WORK INSTRUCTIONS: For every line of the material below, check for the string "Recto" and return the line if it is there.

☆ ☆ ☆ ☆

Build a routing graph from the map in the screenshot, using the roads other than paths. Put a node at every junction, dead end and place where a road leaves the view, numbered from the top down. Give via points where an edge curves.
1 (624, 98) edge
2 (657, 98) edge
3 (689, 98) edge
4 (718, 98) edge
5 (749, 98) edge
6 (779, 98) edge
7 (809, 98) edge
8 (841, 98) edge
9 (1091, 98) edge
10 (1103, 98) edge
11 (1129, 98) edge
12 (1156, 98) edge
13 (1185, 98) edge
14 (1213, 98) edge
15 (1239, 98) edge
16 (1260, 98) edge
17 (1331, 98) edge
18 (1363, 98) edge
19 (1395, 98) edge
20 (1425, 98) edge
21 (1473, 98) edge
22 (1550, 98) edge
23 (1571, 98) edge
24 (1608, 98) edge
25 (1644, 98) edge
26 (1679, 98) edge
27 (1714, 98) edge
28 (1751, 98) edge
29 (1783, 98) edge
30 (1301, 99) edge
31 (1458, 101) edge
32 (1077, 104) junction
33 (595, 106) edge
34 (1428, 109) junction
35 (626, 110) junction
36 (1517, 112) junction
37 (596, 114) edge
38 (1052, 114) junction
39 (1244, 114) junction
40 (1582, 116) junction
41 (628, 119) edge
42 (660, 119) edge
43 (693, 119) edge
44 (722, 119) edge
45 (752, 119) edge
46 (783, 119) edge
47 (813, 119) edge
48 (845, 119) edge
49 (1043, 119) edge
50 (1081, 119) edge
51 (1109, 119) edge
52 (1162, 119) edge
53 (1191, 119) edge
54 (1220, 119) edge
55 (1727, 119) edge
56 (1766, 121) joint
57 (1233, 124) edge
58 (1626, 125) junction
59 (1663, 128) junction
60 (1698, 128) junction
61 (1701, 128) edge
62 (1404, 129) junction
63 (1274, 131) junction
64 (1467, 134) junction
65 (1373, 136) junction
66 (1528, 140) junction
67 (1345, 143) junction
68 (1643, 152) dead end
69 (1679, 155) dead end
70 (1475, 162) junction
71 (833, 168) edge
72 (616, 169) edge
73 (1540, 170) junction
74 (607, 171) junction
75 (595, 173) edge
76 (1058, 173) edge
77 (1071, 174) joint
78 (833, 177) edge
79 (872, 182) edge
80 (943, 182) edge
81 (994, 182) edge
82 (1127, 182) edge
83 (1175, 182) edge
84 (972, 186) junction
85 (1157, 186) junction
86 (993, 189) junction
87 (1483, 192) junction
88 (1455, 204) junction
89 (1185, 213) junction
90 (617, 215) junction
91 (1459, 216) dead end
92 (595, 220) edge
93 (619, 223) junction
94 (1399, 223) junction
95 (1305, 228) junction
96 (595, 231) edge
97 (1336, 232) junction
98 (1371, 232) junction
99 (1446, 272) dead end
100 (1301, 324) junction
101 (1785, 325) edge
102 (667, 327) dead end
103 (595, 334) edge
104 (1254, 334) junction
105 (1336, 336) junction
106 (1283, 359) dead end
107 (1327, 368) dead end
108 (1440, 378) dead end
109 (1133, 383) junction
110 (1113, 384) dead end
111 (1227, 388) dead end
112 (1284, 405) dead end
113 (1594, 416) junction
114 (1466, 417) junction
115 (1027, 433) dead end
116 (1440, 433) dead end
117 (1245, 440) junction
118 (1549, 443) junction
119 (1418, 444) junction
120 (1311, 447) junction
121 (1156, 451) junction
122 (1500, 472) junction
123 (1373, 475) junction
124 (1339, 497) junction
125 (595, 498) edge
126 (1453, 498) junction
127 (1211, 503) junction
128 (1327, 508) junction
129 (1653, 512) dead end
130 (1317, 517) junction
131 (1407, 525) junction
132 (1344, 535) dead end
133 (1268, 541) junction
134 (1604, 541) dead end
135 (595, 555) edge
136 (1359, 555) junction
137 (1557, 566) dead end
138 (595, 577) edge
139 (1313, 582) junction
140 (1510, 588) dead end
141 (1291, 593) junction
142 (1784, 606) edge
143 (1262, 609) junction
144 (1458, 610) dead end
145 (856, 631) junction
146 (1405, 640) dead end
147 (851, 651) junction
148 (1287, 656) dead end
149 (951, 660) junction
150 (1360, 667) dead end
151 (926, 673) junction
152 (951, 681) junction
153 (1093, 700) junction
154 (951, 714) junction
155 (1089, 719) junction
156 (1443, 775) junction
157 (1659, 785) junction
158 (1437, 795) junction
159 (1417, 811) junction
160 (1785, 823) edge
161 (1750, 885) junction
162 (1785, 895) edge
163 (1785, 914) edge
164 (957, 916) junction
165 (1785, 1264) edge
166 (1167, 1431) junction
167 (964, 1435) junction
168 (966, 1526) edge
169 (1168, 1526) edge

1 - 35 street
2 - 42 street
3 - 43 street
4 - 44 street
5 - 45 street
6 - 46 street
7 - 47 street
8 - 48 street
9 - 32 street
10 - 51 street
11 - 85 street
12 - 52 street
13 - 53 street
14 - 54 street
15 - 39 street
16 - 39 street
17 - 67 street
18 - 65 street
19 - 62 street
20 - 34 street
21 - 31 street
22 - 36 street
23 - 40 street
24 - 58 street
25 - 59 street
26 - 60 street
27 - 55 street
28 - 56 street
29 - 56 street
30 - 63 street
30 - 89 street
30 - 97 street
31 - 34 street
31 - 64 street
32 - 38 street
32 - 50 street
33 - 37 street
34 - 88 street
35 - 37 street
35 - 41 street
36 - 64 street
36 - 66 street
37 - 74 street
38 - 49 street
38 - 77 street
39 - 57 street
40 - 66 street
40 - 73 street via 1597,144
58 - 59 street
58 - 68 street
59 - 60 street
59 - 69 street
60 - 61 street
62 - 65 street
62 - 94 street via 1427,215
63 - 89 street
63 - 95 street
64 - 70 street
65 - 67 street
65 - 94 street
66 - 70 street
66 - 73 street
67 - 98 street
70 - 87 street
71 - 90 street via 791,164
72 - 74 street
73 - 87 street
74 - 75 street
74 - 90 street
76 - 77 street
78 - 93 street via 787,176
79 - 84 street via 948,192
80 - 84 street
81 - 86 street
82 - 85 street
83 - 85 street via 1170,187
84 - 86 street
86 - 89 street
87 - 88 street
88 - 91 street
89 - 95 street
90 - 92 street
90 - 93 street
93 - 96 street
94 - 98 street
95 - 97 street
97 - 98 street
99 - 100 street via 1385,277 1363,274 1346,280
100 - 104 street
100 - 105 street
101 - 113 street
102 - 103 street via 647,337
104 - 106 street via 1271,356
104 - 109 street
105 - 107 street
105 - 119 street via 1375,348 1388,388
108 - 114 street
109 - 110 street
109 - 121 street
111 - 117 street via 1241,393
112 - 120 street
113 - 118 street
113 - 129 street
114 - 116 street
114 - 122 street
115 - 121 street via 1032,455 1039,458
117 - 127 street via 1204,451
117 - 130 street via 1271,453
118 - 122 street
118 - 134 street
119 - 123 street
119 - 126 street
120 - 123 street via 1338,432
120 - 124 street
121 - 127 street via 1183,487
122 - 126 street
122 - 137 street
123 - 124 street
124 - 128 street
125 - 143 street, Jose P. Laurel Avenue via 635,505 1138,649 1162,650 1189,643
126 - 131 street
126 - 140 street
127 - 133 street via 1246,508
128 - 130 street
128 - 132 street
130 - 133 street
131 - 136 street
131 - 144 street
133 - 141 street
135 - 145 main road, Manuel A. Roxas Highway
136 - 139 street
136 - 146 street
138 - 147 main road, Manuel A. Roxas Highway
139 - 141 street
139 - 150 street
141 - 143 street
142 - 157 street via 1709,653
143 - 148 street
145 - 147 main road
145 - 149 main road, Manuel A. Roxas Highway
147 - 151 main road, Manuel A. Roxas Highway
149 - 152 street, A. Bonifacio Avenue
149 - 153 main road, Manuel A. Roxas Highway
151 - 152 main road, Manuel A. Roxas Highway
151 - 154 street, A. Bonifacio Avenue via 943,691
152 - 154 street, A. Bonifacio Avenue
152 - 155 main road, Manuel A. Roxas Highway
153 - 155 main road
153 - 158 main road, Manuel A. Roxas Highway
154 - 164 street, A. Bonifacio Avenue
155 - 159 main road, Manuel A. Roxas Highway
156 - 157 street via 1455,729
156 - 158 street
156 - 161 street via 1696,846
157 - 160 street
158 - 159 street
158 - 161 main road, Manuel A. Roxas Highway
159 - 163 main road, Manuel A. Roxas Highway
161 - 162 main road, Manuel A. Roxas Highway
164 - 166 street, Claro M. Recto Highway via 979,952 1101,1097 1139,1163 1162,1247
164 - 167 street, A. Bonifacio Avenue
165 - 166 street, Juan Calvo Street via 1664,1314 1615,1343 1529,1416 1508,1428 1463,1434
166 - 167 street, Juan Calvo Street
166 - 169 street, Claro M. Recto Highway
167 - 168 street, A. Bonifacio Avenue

☆ ☆ ☆ ☆

EXPECTED ANSWER:
164 - 166 street, Claro M. Recto Highway via 979,952 1101,1097 1139,1163 1162,1247
166 - 169 street, Claro M. Recto Highway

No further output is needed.